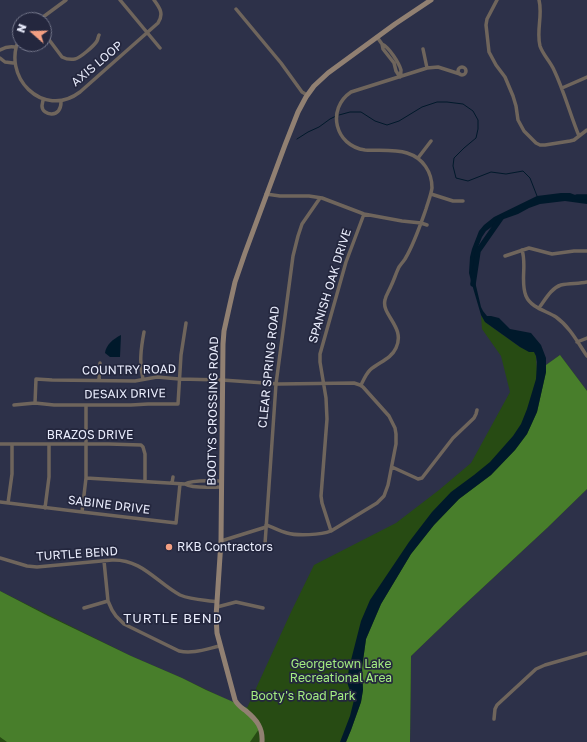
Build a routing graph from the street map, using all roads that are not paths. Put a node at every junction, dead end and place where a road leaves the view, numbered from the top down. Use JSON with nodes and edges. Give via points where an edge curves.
{"nodes":[{"id":1,"x":66,"y":0,"type":"edge"},
{"id":2,"x":120,"y":0,"type":"edge"},
{"id":3,"x":154,"y":0,"type":"edge"},
{"id":4,"x":431,"y":0,"type":"edge"},
{"id":5,"x":497,"y":0,"type":"edge"},
{"id":6,"x":539,"y":0,"type":"edge"},
{"id":7,"x":236,"y":9,"type":"dead end"},
{"id":8,"x":50,"y":12,"type":"edge"},
{"id":9,"x":148,"y":33,"type":"junction"},
{"id":10,"x":99,"y":35,"type":"dead end"},
{"id":11,"x":377,"y":37,"type":"junction"},
{"id":12,"x":52,"y":44,"type":"edge"},
{"id":13,"x":12,"y":46,"type":"edge"},
{"id":14,"x":160,"y":48,"type":"dead end"},
{"id":15,"x":423,"y":49,"type":"dead end"},
{"id":16,"x":0,"y":50,"type":"edge"},
{"id":17,"x":14,"y":52,"type":"edge"},
{"id":18,"x":0,"y":58,"type":"edge"},
{"id":19,"x":13,"y":63,"type":"junction"},
{"id":20,"x":427,"y":68,"type":"junction"},
{"id":21,"x":460,"y":74,"type":"dead end"},
{"id":22,"x":400,"y":76,"type":"junction"},
{"id":23,"x":587,"y":78,"type":"edge"},
{"id":24,"x":562,"y":88,"type":"junction"},
{"id":25,"x":307,"y":95,"type":"junction"},
{"id":26,"x":43,"y":100,"type":"junction"},
{"id":27,"x":61,"y":101,"type":"junction"},
{"id":28,"x":587,"y":130,"type":"edge"},
{"id":29,"x":580,"y":136,"type":"junction"},
{"id":30,"x":431,"y":141,"type":"dead end"},
{"id":31,"x":418,"y":158,"type":"junction"},
{"id":32,"x":266,"y":194,"type":"junction"},
{"id":33,"x":431,"y":194,"type":"junction"},
{"id":34,"x":320,"y":198,"type":"junction"},
{"id":35,"x":463,"y":201,"type":"dead end"},
{"id":36,"x":364,"y":214,"type":"junction"},
{"id":37,"x":421,"y":223,"type":"junction"},
{"id":38,"x":427,"y":225,"type":"dead end"},
{"id":39,"x":522,"y":250,"type":"junction"},
{"id":40,"x":587,"y":251,"type":"edge"},
{"id":41,"x":505,"y":256,"type":"dead end"},
{"id":42,"x":587,"y":282,"type":"edge"},
{"id":43,"x":538,"y":308,"type":"junction"},
{"id":44,"x":186,"y":323,"type":"dead end"},
{"id":45,"x":144,"y":332,"type":"dead end"},
{"id":46,"x":587,"y":338,"type":"edge"},
{"id":47,"x":577,"y":342,"type":"junction"},
{"id":48,"x":587,"y":356,"type":"edge"},
{"id":49,"x":100,"y":363,"type":"dead end"},
{"id":50,"x":143,"y":379,"type":"junction"},
{"id":51,"x":179,"y":379,"type":"junction"},
{"id":52,"x":99,"y":380,"type":"junction"},
{"id":53,"x":222,"y":380,"type":"junction"},
{"id":54,"x":324,"y":383,"type":"junction"},
{"id":55,"x":276,"y":384,"type":"junction"},
{"id":56,"x":361,"y":385,"type":"junction"},
{"id":57,"x":35,"y":402,"type":"junction"},
{"id":58,"x":14,"y":405,"type":"dead end"},
{"id":59,"x":86,"y":405,"type":"junction"},
{"id":60,"x":477,"y":410,"type":"dead end"},
{"id":61,"x":0,"y":444,"type":"edge"},
{"id":62,"x":12,"y":444,"type":"junction"},
{"id":63,"x":49,"y":444,"type":"junction"},
{"id":64,"x":86,"y":444,"type":"junction"},
{"id":65,"x":392,"y":467,"type":"junction"},
{"id":66,"x":86,"y":478,"type":"junction"},
{"id":67,"x":173,"y":478,"type":"dead end"},
{"id":68,"x":222,"y":481,"type":"junction"},
{"id":69,"x":145,"y":482,"type":"junction"},
{"id":70,"x":172,"y":484,"type":"junction"},
{"id":71,"x":183,"y":484,"type":"junction"},
{"id":72,"x":221,"y":487,"type":"junction"},
{"id":73,"x":0,"y":502,"type":"edge"},
{"id":74,"x":8,"y":503,"type":"junction"},
{"id":75,"x":45,"y":508,"type":"junction"},
{"id":76,"x":82,"y":512,"type":"junction"},
{"id":77,"x":266,"y":526,"type":"junction"},
{"id":78,"x":331,"y":531,"type":"junction"},
{"id":79,"x":221,"y":541,"type":"junction"},
{"id":80,"x":265,"y":544,"type":"dead end"},
{"id":81,"x":0,"y":558,"type":"edge"},
{"id":82,"x":104,"y":561,"type":"junction"},
{"id":83,"x":108,"y":601,"type":"junction"},
{"id":84,"x":217,"y":604,"type":"junction"},
{"id":85,"x":84,"y":608,"type":"dead end"},
{"id":86,"x":263,"y":608,"type":"dead end"},
{"id":87,"x":220,"y":646,"type":"junction"},
{"id":88,"x":587,"y":653,"type":"edge"},
{"id":89,"x":494,"y":719,"type":"dead end"},
{"id":90,"x":262,"y":742,"type":"edge"}],
"edges":[{"from":1,"to":8,"type":"street"},
{"from":2,"to":9,"type":"street"},
{"from":3,"to":9,"type":"street","name":"AXIS LOOP","via":[[160,9],[161,17]]},
{"from":4,"to":11,"type":"street","name":"BOOTYS CROSSING ROAD"},
{"from":5,"to":29,"type":"street","via":[[486,25],[490,52],[505,77],[513,96],[518,120],[524,131],[536,143],[542,145],[570,141]]},
{"from":6,"to":24,"type":"street","via":[[540,47],[554,68]]},
{"from":7,"to":25,"type":"street"},
{"from":9,"to":14,"type":"street"},
{"from":9,"to":27,"type":"street","name":"AXIS LOOP","via":[[77,94]]},
{"from":10,"to":12,"type":"street","via":[[96,42],[76,59],[64,58]]},
{"from":11,"to":22,"type":"street","via":[[387,46],[398,64]]},
{"from":11,"to":25,"type":"street","name":"BOOTYS CROSSING ROAD","via":[[328,73]]},
{"from":13,"to":16,"type":"street"},
{"from":15,"to":20,"type":"street"},
{"from":17,"to":19,"type":"street"},
{"from":18,"to":19,"type":"street","via":[[4,62]]},
{"from":19,"to":26,"type":"street","via":[[22,84],[29,92]]},
{"from":20,"to":21,"type":"street","via":[[438,67]]},
{"from":20,"to":22,"type":"street"},
{"from":22,"to":31,"type":"street","via":[[351,92],[337,110],[337,122],[343,139],[355,148],[402,152]]},
{"from":23,"to":24,"type":"street"},
{"from":24,"to":29,"type":"street"},
{"from":25,"to":32,"type":"street","name":"BOOTYS CROSSING ROAD"},
{"from":26,"to":27,"type":"street","name":"AXIS LOOP"},
{"from":26,"to":27,"type":"street","via":[[42,108],[51,114],[59,111]]},
{"from":28,"to":29,"type":"street"},
{"from":30,"to":31,"type":"street"},
{"from":31,"to":33,"type":"street","via":[[426,166],[430,176]]},
{"from":32,"to":34,"type":"street"},
{"from":32,"to":53,"type":"street","name":"BOOTYS CROSSING ROAD","via":[[230,304],[224,331]]},
{"from":33,"to":35,"type":"street","via":[[453,201]]},
{"from":33,"to":37,"type":"street"},
{"from":34,"to":36,"type":"street"},
{"from":34,"to":55,"type":"street","name":"CLEAR SPRING ROAD","via":[[302,224],[295,246]]},
{"from":36,"to":37,"type":"street"},
{"from":36,"to":54,"type":"street","name":"SPANISH OAK DRIVE","via":[[346,262],[322,347],[320,359]]},
{"from":37,"to":38,"type":"street"},
{"from":37,"to":56,"type":"street","via":[[384,301],[398,332],[397,346],[390,356],[370,370]]},
{"from":39,"to":40,"type":"street","via":[[529,248],[552,254]]},
{"from":39,"to":41,"type":"street"},
{"from":39,"to":43,"type":"street","via":[[524,288],[530,302]]},
{"from":42,"to":43,"type":"street","via":[[558,287]]},
{"from":43,"to":47,"type":"street","via":[[563,323]]},
{"from":44,"to":51,"type":"street","name":"DESAIX DRIVE"},
{"from":45,"to":50,"type":"street","via":[[140,362]]},
{"from":46,"to":47,"type":"street"},
{"from":47,"to":48,"type":"street"},
{"from":49,"to":52,"type":"street"},
{"from":50,"to":51,"type":"street","name":"COUNTRY ROAD"},
{"from":50,"to":52,"type":"street","name":"COUNTRY ROAD"},
{"from":51,"to":53,"type":"street","name":"COUNTRY ROAD"},
{"from":51,"to":59,"type":"street","name":"DESAIX DRIVE","via":[[178,404]]},
{"from":52,"to":57,"type":"street","name":"COUNTRY ROAD","via":[[36,378]]},
{"from":53,"to":55,"type":"street","name":"COUNTRY ROAD"},
{"from":53,"to":68,"type":"street","name":"BOOTYS CROSSING ROAD"},
{"from":54,"to":55,"type":"street","name":"COUNTRY ROAD"},
{"from":54,"to":56,"type":"street","name":"COUNTRY ROAD"},
{"from":54,"to":78,"type":"street","name":"SPANISH OAK DRIVE","via":[[327,419],[321,496]]},
{"from":55,"to":77,"type":"street","name":"CLEAR SPRING ROAD"},
{"from":56,"to":65,"type":"street","via":[[389,416],[395,428],[396,444]]},
{"from":57,"to":58,"type":"street","name":"DESAIX DRIVE"},
{"from":57,"to":59,"type":"street","name":"DESAIX DRIVE"},
{"from":59,"to":64,"type":"street"},
{"from":60,"to":65,"type":"street","via":[[474,418],[453,438],[422,478],[418,479]]},
{"from":61,"to":62,"type":"street","name":"BRAZOS DRIVE"},
{"from":62,"to":63,"type":"street","name":"BRAZOS DRIVE"},
{"from":62,"to":74,"type":"street","via":[[12,474]]},
{"from":63,"to":64,"type":"street","name":"BRAZOS DRIVE"},
{"from":63,"to":75,"type":"street","via":[[49,477]]},
{"from":64,"to":66,"type":"street"},
{"from":64,"to":69,"type":"street","name":"BRAZOS DRIVE","via":[[137,444],[143,447]]},
{"from":65,"to":78,"type":"street","via":[[387,489],[381,500]]},
{"from":66,"to":69,"type":"street"},
{"from":66,"to":76,"type":"street"},
{"from":67,"to":70,"type":"street"},
{"from":68,"to":71,"type":"street","via":[[195,481]]},
{"from":68,"to":72,"type":"street","name":"BOOTYS CROSSING ROAD"},
{"from":69,"to":70,"type":"street"},
{"from":70,"to":71,"type":"street"},
{"from":71,"to":72,"type":"street"},
{"from":71,"to":76,"type":"street","name":"SABINE DRIVE","via":[[176,524]]},
{"from":72,"to":79,"type":"street","name":"BOOTYS CROSSING ROAD"},
{"from":73,"to":74,"type":"street","name":"SABINE DRIVE"},
{"from":74,"to":75,"type":"street","name":"SABINE DRIVE"},
{"from":75,"to":76,"type":"street","name":"SABINE DRIVE"},
{"from":77,"to":78,"type":"street","via":[[292,534],[322,534]]},
{"from":77,"to":79,"type":"street"},
{"from":77,"to":80,"type":"street","name":"CLEAR SPRING ROAD"},
{"from":79,"to":84,"type":"street","name":"BOOTYS CROSSING ROAD"},
{"from":81,"to":82,"type":"street","name":"TURTLE BEND","via":[[37,567]]},
{"from":82,"to":83,"type":"street"},
{"from":82,"to":84,"type":"street","name":"TURTLE BEND","via":[[133,563],[184,596]]},
{"from":83,"to":85,"type":"street"},
{"from":83,"to":87,"type":"street","via":[[114,614],[124,624],[178,651],[195,652]]},
{"from":84,"to":86,"type":"street","name":"TURTLE BEND","via":[[236,602]]},
{"from":84,"to":87,"type":"street","name":"BOOTYS CROSSING ROAD","via":[[216,627]]},
{"from":87,"to":90,"type":"street","name":"BOOTYS CROSSING ROAD","via":[[235,700],[260,726]]},
{"from":88,"to":89,"type":"street","via":[[536,669],[497,705],[494,709]]}]}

+ + + +

Provide only the number of lines in the entries that hold the word "SPANISH".

_RESPONSE:_ 2